Pengembangan Satria merupakan suatu keputusan strategis pemerintah yang sangat penting, tidak kalah saat pemerintah memutuskan untuk menggunakan Satelit Palapa A pada 1970 bagi sistem komunikasi satelit domestik yang membuat seluruh masyarakat Indonesia akhirnya dapat berkomunikasi dan menikmati saluran televisi nasional, TVRI.
Sejak 1976, Indonesia sudah memiliki sembilan generasi satelit komersial. Dimulai dari Palapa Seri A, B, C, dan terakhir seri D. Kemudian ada satelit Cakrawarta, M2A, Telkom, Garuda, Brisat, dan Nusantara I. Setidaknya ada 24 peluncuran satelit komersial yang merupakan konsorsium BUMN, swasta dengan pabrikan satelit dunia dari Amerika Serikat, Prancis, Rusia, dan Tiongkok.
Tidak semuanya berhasil mengorbit. Seperti nasib Satelit Telkom 3 yang sempat menghilang dari titik orbit pada Agustus 2012. Paling nahas yang menimpa Satelit Nusantara II pada 9 April 2020, saat peluncuran langsung gagal mengorbit dan jatuh di Perairan Guam, Samudera Pasifik.
Menurut Adi Rahman Adiwoso, proyek Satria bagi kelompok usaha PSN merupakan bagian dari rangkaian seri Satelit Nusantara yang dimulai sejak 2019. Satelit multifungsi ini memiliki kapasitas 150 Gbps dan memakai frekuensi Ka-Band.
Sebagai pembanding, saat ini Indonesia memanfaatkan lima satelit nasional dengan kapasitas sekitar 30 Gbps, dan empat satelit asing yang memiliki kapasitas 20 Gbps.
Proyek satelit Satria dikerjakan dalam skema Kerja Sama Pemerintah dengan Badan Usaha (KPBU). Badan Aksesibilitas Telekomunikasi dan Informasi (BAKTI) Kementerian Kominfo bertindak selaku Penanggung Jawab Proyek Kerja Sama (PJPK). Total investasi Satria mencapai USD550 juta atau sekira Rp8 triliun yang dibiayai oleh sindikasi perbankan internasional.

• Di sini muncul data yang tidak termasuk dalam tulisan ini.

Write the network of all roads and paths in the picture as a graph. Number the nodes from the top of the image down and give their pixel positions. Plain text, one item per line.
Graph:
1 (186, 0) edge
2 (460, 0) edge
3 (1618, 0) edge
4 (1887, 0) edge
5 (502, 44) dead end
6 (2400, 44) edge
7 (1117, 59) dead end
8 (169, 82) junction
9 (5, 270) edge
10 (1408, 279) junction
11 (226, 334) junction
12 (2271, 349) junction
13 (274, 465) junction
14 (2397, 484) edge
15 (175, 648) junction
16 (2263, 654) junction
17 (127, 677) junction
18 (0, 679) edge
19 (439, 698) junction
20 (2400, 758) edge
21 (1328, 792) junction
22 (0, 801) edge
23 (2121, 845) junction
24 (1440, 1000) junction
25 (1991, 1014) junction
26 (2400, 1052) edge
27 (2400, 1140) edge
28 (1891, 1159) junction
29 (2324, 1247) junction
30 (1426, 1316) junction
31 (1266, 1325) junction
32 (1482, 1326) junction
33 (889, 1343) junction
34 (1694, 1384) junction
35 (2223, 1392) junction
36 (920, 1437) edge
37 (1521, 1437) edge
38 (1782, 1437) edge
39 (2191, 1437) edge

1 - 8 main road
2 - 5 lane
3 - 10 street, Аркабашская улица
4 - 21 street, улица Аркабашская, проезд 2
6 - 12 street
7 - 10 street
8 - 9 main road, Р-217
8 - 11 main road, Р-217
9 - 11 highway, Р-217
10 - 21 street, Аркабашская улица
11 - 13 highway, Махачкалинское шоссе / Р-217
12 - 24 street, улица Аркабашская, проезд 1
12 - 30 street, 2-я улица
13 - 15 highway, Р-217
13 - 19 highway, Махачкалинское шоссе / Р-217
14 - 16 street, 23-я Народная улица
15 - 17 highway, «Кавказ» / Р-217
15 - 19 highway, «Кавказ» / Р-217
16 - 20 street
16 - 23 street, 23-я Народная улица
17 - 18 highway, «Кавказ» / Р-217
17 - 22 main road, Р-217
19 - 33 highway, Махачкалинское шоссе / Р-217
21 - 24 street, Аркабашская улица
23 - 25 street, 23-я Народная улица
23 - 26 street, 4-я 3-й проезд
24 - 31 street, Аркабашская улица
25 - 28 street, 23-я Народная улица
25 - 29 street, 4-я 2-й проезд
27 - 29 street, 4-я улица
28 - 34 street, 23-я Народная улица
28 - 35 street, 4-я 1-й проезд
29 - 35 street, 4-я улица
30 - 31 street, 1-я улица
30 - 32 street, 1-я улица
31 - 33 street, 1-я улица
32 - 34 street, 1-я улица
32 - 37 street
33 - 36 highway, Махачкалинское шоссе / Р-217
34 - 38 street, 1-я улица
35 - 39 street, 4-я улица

Thales Alenia Space pernah menggarap satelit milik PSN sebelumnya, Nusantara II, dan satelit yang dioperasikan Indosat, yakni Palapa D. Sedangkan peluncuran akan dilakukan dengan menggunakan roket Falcon 9-5500 yang diproduksi oleh Space-X, perusahaan asal Amerika Serikat.
Adanya proyek SATRIA mendorong bangsa Indonesia bisa secepatnya menjadi digital society dengan mempermudah layanan pendidikan, pemerintahan, kesehatan, perekonomian, dan sebagainya dengan akses internet. Kesetaraan digital ini menyiapkan seluruh bangsa menghadapi masa depan yang sebagian besar tergantung pada algoritma digital.